Exercise objective:
Wherever the string "street" occurs in a line of these records, report that line.

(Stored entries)
┌──
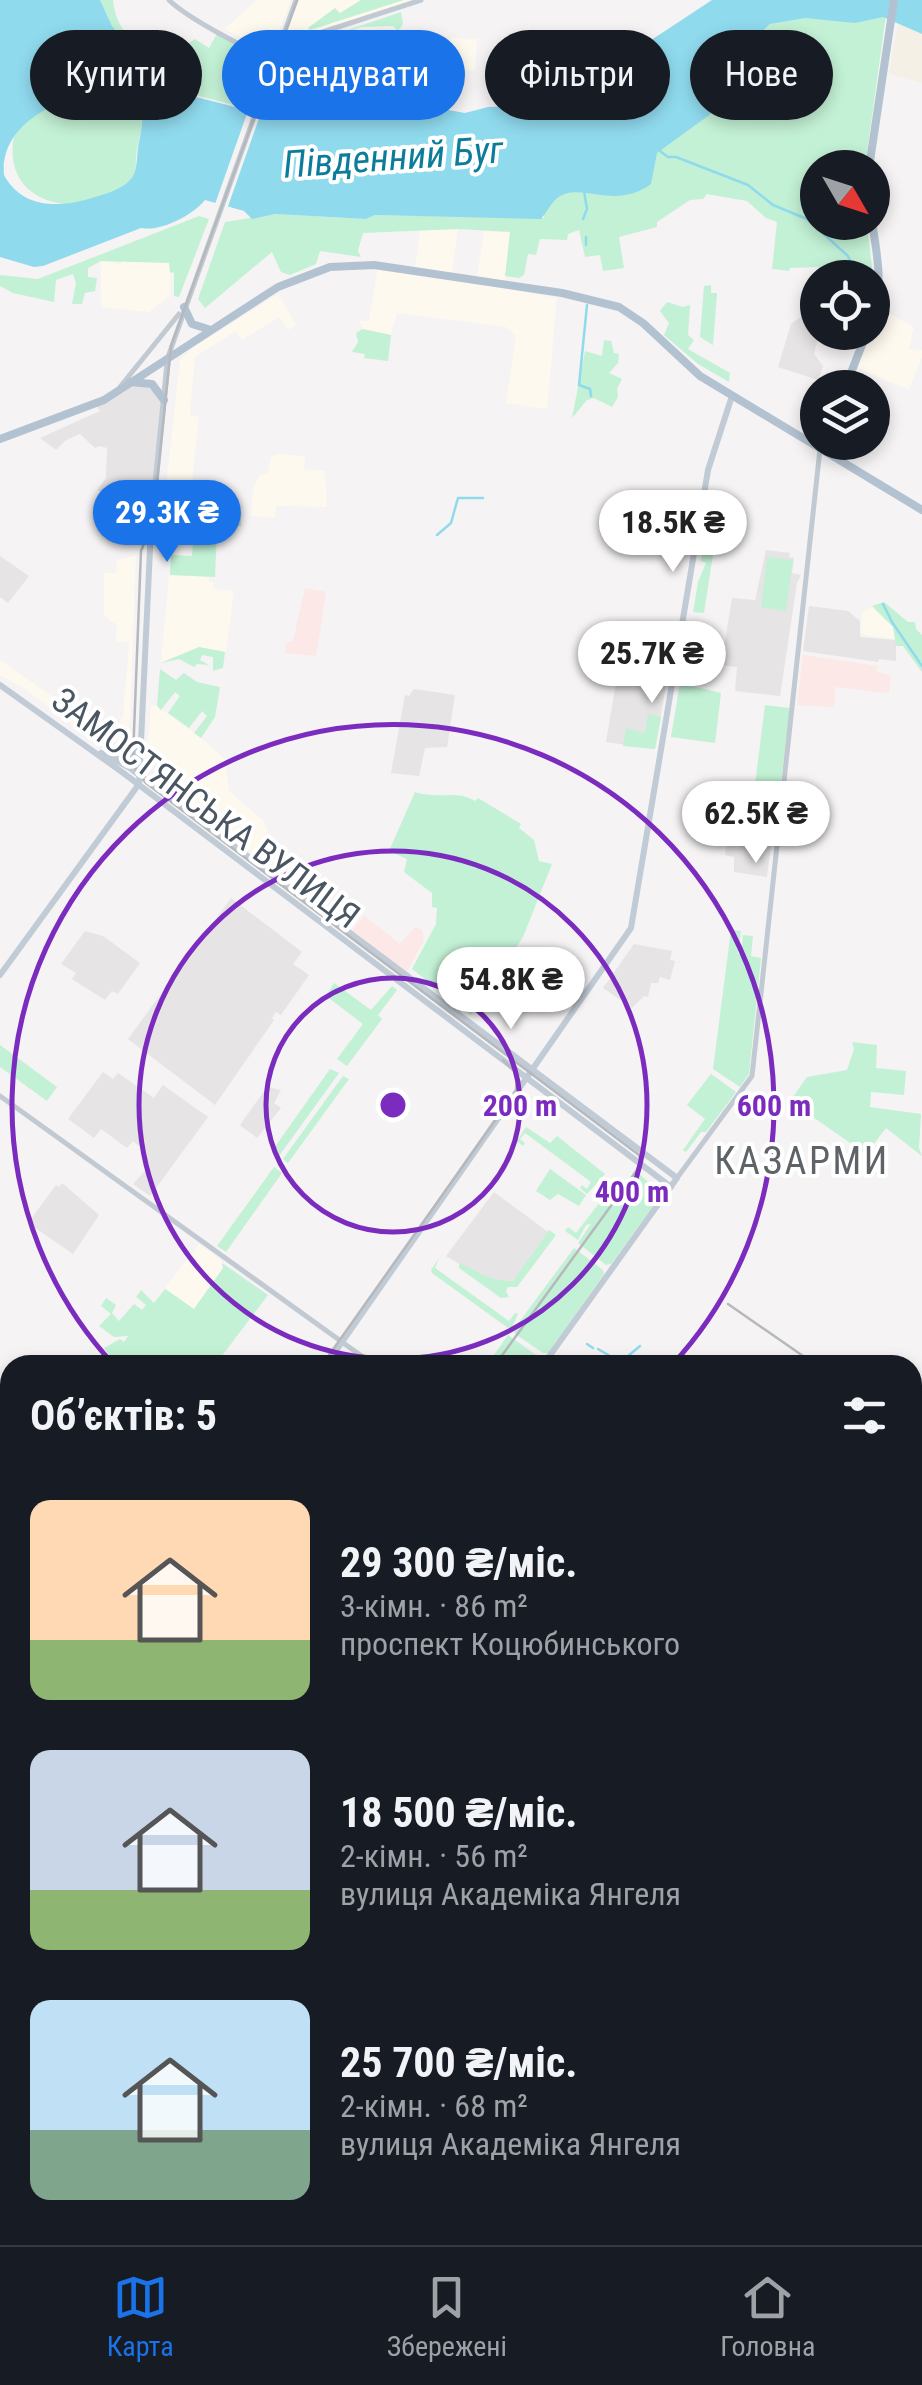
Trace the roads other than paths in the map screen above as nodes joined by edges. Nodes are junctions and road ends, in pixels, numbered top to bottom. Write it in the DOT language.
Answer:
graph roads {
  1 [pos="169,0"];
  2 [pos="296,0"];
  3 [pos="421,0"];
  4 [pos="894,0"];
  5 [pos="285,30"];
  6 [pos="326,30"];
  7 [pos="222,33"];
  8 [pos="253,120"];
  9 [pos="873,150"];
  10 [pos="184,308"];
  11 [pos="212,329"];
  12 [pos="168,357"];
  13 [pos="130,382"];
  14 [pos="114,392"];
  15 [pos="732,396"];
  16 [pos="164,400"];
  17 [pos="800,434"];
  18 [pos="0,439"];
  19 [pos="820,460"];
  20 [pos="844,460"];
  21 [pos="922,510"];
  22 [pos="0,685"];
  23 [pos="91,750"];
  24 [pos="141,751"];
  25 [pos="100,753"];
  26 [pos="125,775"];
  27 [pos="140,775"];
  28 [pos="138,787"];
  29 [pos="158,789"];
  30 [pos="130,796"];
  31 [pos="152,798"];
  32 [pos="0,975"];
  33 [pos="532,1070"];
  34 [pos="527,1079"];
  35 [pos="0,1096"];
  36 [pos="677,1178"];
  37 [pos="670,1187"];
  38 [pos="342,1342"];
  39 [pos="333,1355"];
  40 [pos="360,1355"];
  41 [pos="550,1355"];
  1 -- 7 [label="street"];
  2 -- 5 [label="street"];
  3 -- 6 [label="street"];
  4 -- 9 [label="main road"];
  8 -- 10 [label="street"];
  10 -- 11 [label="main road"];
  10 -- 12 [label="street"];
  10 -- 14 [label="street"];
  11 -- 12 [label="main road"];
  11 -- 15 [label="main road"];
  12 -- 13 [label="main road"];
  12 -- 16 [label="main road"];
  13 -- 14 [label="main road"];
  13 -- 16 [label="main road"];
  14 -- 18 [label="main road"];
  15 -- 17 [label="main road"];
  15 -- 33 [label="main road"];
  16 -- 24 [label="main road"];
  19 -- 36 [label="street"];
  20 -- 21 [label="main road"];
  22 -- 23 [label="main road, ЗАМОСТЯНСЬКА ВУЛИЦЯ"];
  23 -- 25 [label="main road, ЗАМОСТЯНСЬКА ВУЛИЦЯ"];
  23 -- 26 [label="main road, ЗАМОСТЯНСЬКА ВУЛИЦЯ"];
  24 -- 25 [label="main road"];
  24 -- 27 [label="main road"];
  24 -- 29 [label="main road"];
  25 -- 27 [label="main road, ЗАМОСТЯНСЬКА ВУЛИЦЯ"];
  26 -- 27 [label="main road"];
  26 -- 28 [label="main road, ЗАМОСТЯНСЬКА ВУЛИЦЯ"];
  26 -- 30 [label="main road"];
  27 -- 28 [label="main road"];
  27 -- 29 [label="main road, ЗАМОСТЯНСЬКА ВУЛИЦЯ"];
  28 -- 29 [label="main road"];
  28 -- 30 [label="main road"];
  28 -- 31 [label="main road, ЗАМОСТЯНСЬКА ВУЛИЦЯ"];
  29 -- 33 [label="main road, ЗАМОСТЯНСЬКА ВУЛИЦЯ"];
  30 -- 31 [label="main road"];
  30 -- 32 [label="main road"];
  31 -- 34 [label="main road, ЗАМОСТЯНСЬКА ВУЛИЦЯ"];
  33 -- 34 [label="main road"];
  33 -- 36 [label="main road, ЗАМОСТЯНСЬКА ВУЛИЦЯ"];
  34 -- 37 [label="main road, ЗАМОСТЯНСЬКА ВУЛИЦЯ"];
  34 -- 38 [label="main road"];
  35 -- 38 [label="street"];
  36 -- 37 [label="main road"];
  37 -- 41 [label="main road"];
  38 -- 39 [label="main road"];
  38 -- 40 [label="street"];
}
└──
Solution for this task:
  1 -- 7 [label="street"];
  2 -- 5 [label="street"];
  3 -- 6 [label="street"];
  8 -- 10 [label="street"];
  10 -- 12 [label="street"];
  10 -- 14 [label="street"];
  19 -- 36 [label="street"];
  35 -- 38 [label="street"];
  38 -- 40 [label="street"];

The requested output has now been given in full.